During his initial consultation with potential surface ablation patients, Dr. Donnenfeld will tell them about the different options that are available to them. He says the most important part of the consultation hinges on the response to one question.
'"Are you interested in seeing as well as you can as fast as you can or are you more interested in having more comfort postoperatively?"' asks Dr. Donnenfeld. "Most patients feel they would like to be visually rehabilitated as soon as possible."
Because more people want a faster recovery, Dr. Donnenfeld is mostly doing LED procedures and only occasionally doing conventional epi-LASIK procedures for his surface ablation patients. He can get LED patients back to work in approximately 4 to 5 days.
Mikes sees another opportunity during the consultation to discuss epi-LASIK with patients who are reluctant to undergo LASIK.
"LASIK has been a very successful procedure, but the [market] penetration is still quite low. We think there are a lot of people on the sidelines who simply are fearful of having their eyes cut," says Mikes. "If surgeons can say, 'here is an alternative procedure in which we are basically pushing back that very thin outer layer that subsequently grows back,' then they have the ability to attract new patients into the marketplace."
Interestingly, some doctors are already seeing potential epi-LASIK patients seek them out to discuss the procedure because of their advertising and their presence on the Internet.
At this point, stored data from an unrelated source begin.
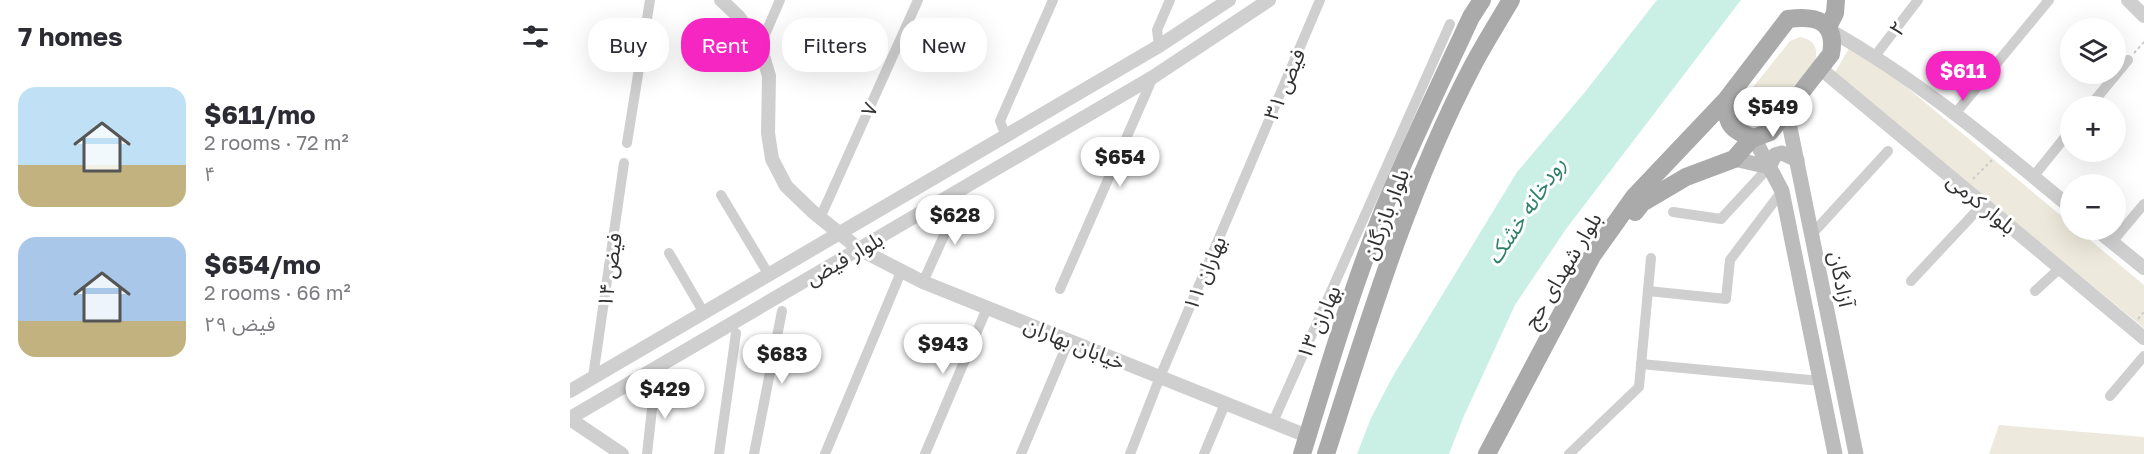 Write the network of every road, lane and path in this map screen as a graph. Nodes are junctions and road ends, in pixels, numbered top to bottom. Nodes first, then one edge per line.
1 (650, 0) edge
2 (722, 0) edge
3 (780, 0) edge
4 (918, 0) edge
5 (1053, 0) edge
6 (1170, 0) edge
7 (1229, 0) edge
8 (1269, 0) edge
9 (1320, 0) edge
10 (1482, 0) edge
11 (1510, 0) edge
12 (1802, 0) edge
13 (1836, 0) edge
14 (1918, 0) edge
15 (2049, 0) edge
16 (1469, 8) edge
17 (739, 18) edge
18 (1788, 19) junction
19 (770, 23) edge
20 (1450, 24) dead end
21 (1829, 29) junction
22 (2144, 42) edge
23 (1159, 46) junction
24 (1875, 56) junction
25 (2128, 60) joint
26 (1821, 69) junction
27 (768, 72) edge
28 (1153, 77) junction
29 (1095, 84) junction
30 (2098, 96) edge
31 (1726, 100) junction
32 (1107, 104) junction
33 (1787, 112) junction
34 (1954, 115) junction
35 (1416, 134) junction
36 (1006, 136) junction
37 (1753, 138) junction
38 (627, 143) dead end
39 (2060, 144) edge
40 (1436, 145) junction
41 (1888, 151) dead end
42 (2000, 151) junction
43 (1734, 159) junction
44 (1797, 160) junction
45 (624, 163) dead end
46 (1769, 167) junction
47 (1248, 168) joint
48 (2033, 177) junction
49 (1964, 188) junction
50 (1782, 191) junction
51 (721, 195) dead end
52 (961, 198) dead end
53 (2060, 199) edge
54 (1983, 204) junction
55 (2144, 204) edge
56 (1673, 212) dead end
57 (820, 218) junction
58 (839, 233) junction
59 (1812, 234) junction
60 (2110, 240) edge
61 (2112, 242) junction
62 (859, 249) junction
63 (669, 253) dead end
64 (1651, 258) dead end
65 (2060, 268) junction
66 (2144, 268) edge
67 (901, 272) junction
68 (769, 275) junction
69 (1911, 281) dead end
70 (923, 282) junction
71 (1060, 289) dead end
72 (1648, 291) junction
73 (2035, 291) dead end
74 (987, 308) junction
75 (782, 311) dead end
76 (704, 313) junction
77 (736, 333) dead end
78 (2144, 338) edge
79 (1069, 340) junction
80 (2144, 356) edge
81 (1641, 364) junction
82 (593, 377) junction
83 (1160, 377) junction
84 (1821, 381) junction
85 (655, 382) dead end
86 (570, 391) edge
87 (2110, 396) dead end
88 (1225, 404) junction
89 (570, 418) edge
90 (1274, 422) junction
91 (1307, 436) junction
92 (622, 454) edge
93 (647, 454) edge
94 (719, 454) edge
95 (754, 454) edge
96 (825, 454) edge
97 (925, 454) edge
98 (1021, 454) edge
99 (1130, 454) edge
100 (1204, 454) edge
101 (1302, 454) edge
102 (1326, 454) edge
103 (1487, 454) edge
104 (1496, 454) edge
105 (1569, 454) edge
106 (1835, 454) edge
107 (1856, 454) edge

1 - 38 street
2 - 17 street, خیابان بهاران
3 - 19 street
4 - 57 street, ۷
5 - 36 street
6 - 23 street
7 - 23 street, بلوار فیض
8 - 28 street, بلوار فیض
9 - 47 street, فیض ۳۱
10 - 16 main road, بلوار بازرگان
11 - 40 main road, بلوار بازرگان
12 - 18 main road, بلوار شهدای حج
13 - 21 main road
14 - 24 street, ۲
15 - 34 street
16 - 35 main road, بلوار بازرگان
18 - 21 main road
18 - 31 main road, بلوار شهدای حج
20 - 90 street, بهاران ۱۳
21 - 24 street
21 - 26 main road
22 - 25 path
23 - 29 street, بلوار فیض
24 - 34 street
25 - 30 street
26 - 33 main road
26 - 49 street, بلوار کرمی
27 - 57 street, خیابان بهاران
28 - 32 street, بلوار فیض
28 - 71 street
29 - 32 street
29 - 36 street, بلوار فیض
31 - 37 main road
31 - 103 main road, بلوار شهدای حج
32 - 62 street, بلوار فیض
33 - 37 main road
33 - 44 main road, آزادگان
34 - 42 street
35 - 40 main road
35 - 91 main road, بلوار بازرگان
36 - 58 street, بلوار فیض
37 - 43 main road
37 - 46 main road, آزادگان
39 - 48 street
40 - 102 main road, بلوار بازرگان
41 - 59 street
42 - 48 street
42 - 49 path
43 - 46 main road
43 - 104 main road, بلوار شهدای حج
44 - 46 main road
44 - 59 main road, آزادگان
45 - 82 street, فیض ۱۴
46 - 50 main road, آزادگان
46 - 56 street
47 - 83 street, بهاران ۱۱
48 - 53 street
49 - 54 street, بلوار کرمی
50 - 72 street
50 - 84 main road, آزادگان
51 - 68 street
52 - 70 street
54 - 65 street, بلوار کرمی
54 - 69 street
55 - 61 street
57 - 58 street, خیابان بهاران
58 - 62 street, خیابان بهاران
58 - 68 street, بلوار فیض
59 - 107 main road, آزادگان
60 - 61 street
61 - 66 street
62 - 67 street, خیابان بهاران
62 - 89 street, بلوار فیض
63 - 76 street
64 - 72 street
65 - 73 street
65 - 78 street, بلوار کرمی
67 - 70 street, خیابان بهاران
67 - 96 street
68 - 76 street, بلوار فیض
70 - 74 street, خیابان بهاران
72 - 81 street
74 - 79 street, خیابان بهاران
74 - 97 street
75 - 95 street
76 - 82 street, بلوار فیض
77 - 94 street
79 - 83 street, خیابان بهاران
79 - 98 street
80 - 87 street
81 - 84 street
81 - 105 street
82 - 86 street, بلوار فیض
83 - 88 street, خیابان بهاران
83 - 99 street, بهاران ۱۱
84 - 106 main road, آزادگان
85 - 93 street
88 - 90 street, خیابان بهاران
88 - 100 street
89 - 92 street
90 - 91 street, خیابان بهاران
91 - 101 main road, بلوار بازرگان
Dr. Cross has a billboard in Houston and advertises in local newspapers and TV. He says many people who seek him out for epi-LASIK consults are generally well educated and risk averse.
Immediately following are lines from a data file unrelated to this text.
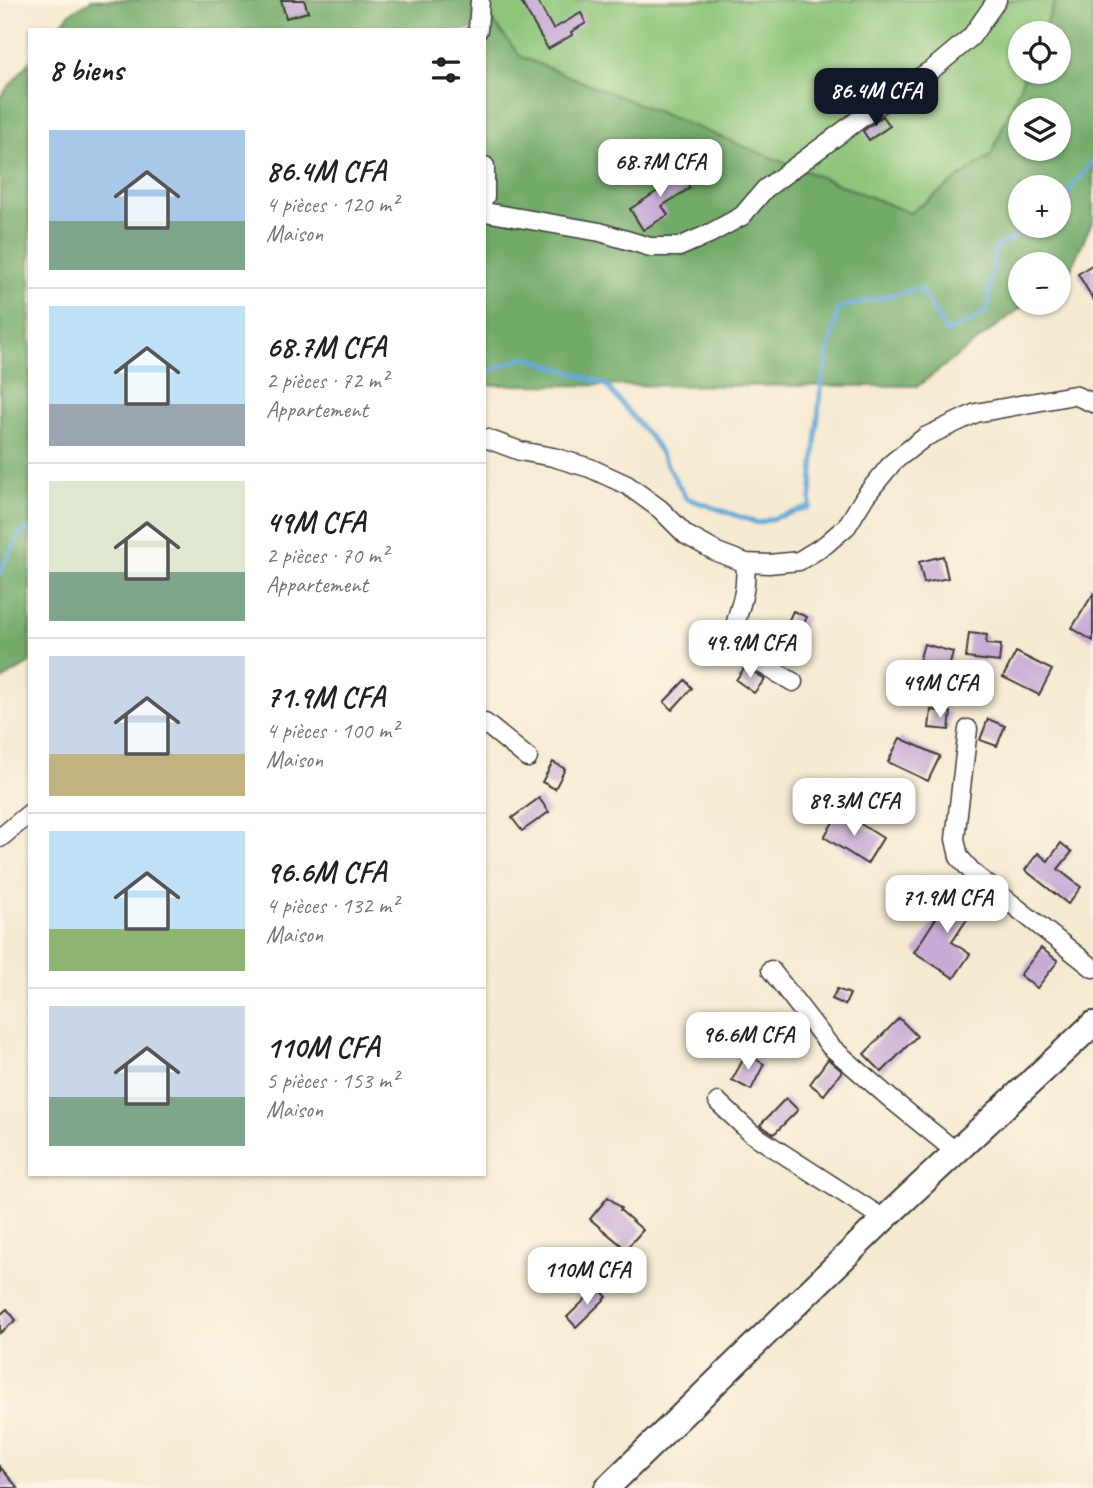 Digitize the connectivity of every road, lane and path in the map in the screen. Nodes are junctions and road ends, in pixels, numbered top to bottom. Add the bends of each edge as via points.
1 (480, 0) edge
2 (997, 0) edge
3 (478, 28) edge
4 (486, 212) edge
5 (1093, 403) edge
6 (486, 438) edge
7 (746, 563) junction
8 (793, 682) dead end
9 (486, 724) edge
10 (968, 729) dead end
11 (528, 758) dead end
12 (28, 815) edge
13 (0, 838) edge
14 (1093, 968) edge
15 (771, 970) dead end
16 (1093, 1024) edge
17 (718, 1102) dead end
18 (955, 1151) junction
19 (884, 1219) junction
20 (607, 1488) edge

1 - 3 street
2 - 4 street via 971,37 933,68 765,189 742,216 679,247 650,247 600,232
5 - 7 street via 1074,395 976,413 925,437 893,462 847,526 825,545 799,561
6 - 7 street via 590,468 627,485 686,536
7 - 8 street via 733,641 738,650
9 - 11 street
10 - 14 street via 955,839 960,857 974,874
12 - 13 street
15 - 18 street via 830,1046
16 - 18 highway
17 - 19 street via 751,1133
18 - 19 highway
19 - 20 highway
Ana Vasquez, refractive coordinator for Dr. Cross adds, "they know there are going to be no cuts on their corneas and that there is less pain than[traditional] PRK."
Dr. Larson is also being sought out by people to discuss epi-LASIK. As he was the first surgeon to perform epi-LASIK in the state of Illinois, a local news station and newspaper covered the event. He not only was able to garner new patients because of the initial media coverage, but the media outlets put their stories on their Web sites. Potential patients can do a Web search on the subject and find Dr. Larson's practice.
Dr. Larson has also begun a direct marketing campaign. "We are doing a direct mailing on the difference between LASIK and epi-LASIK, and basically positioning epi-LASIK as a safer alternative." With his office in suburban Chicago, Dr. Larson says the local market is saturated with LASIK advertising, and he wants to differentiate his practice from other refractive surgeons in the area by offering epi-LASIK.
Epithelial Healing
Chandler believes if epi-LASIK is going to close the recovery time gap with LASIK, quicker epithelial healing will be key.
"I think there is work to be done in terms of getting the epithelium to heal much faster than right now," explains Chandler. He believes in order to quicken healing, pharmaceutical agents will need to be developed.
Dr. Larson concurs and says that preserving epithelial cells, as opposed to letting them die off, could be epi-LASIK's equalizer with LASIK. "If we can reduce the number of cells that go through apoptosis, we can speed up visual recovery."
The refractive market overall is experiencing a renaissance with a growing number of newer procedures to serve a large group of potential patients, and epi-LASIK is one very good example. While no one at this point can accurately predict where epi-LASIK will eventually land in the refractive market, many surgeons agree it can be fully utilized in today's practice.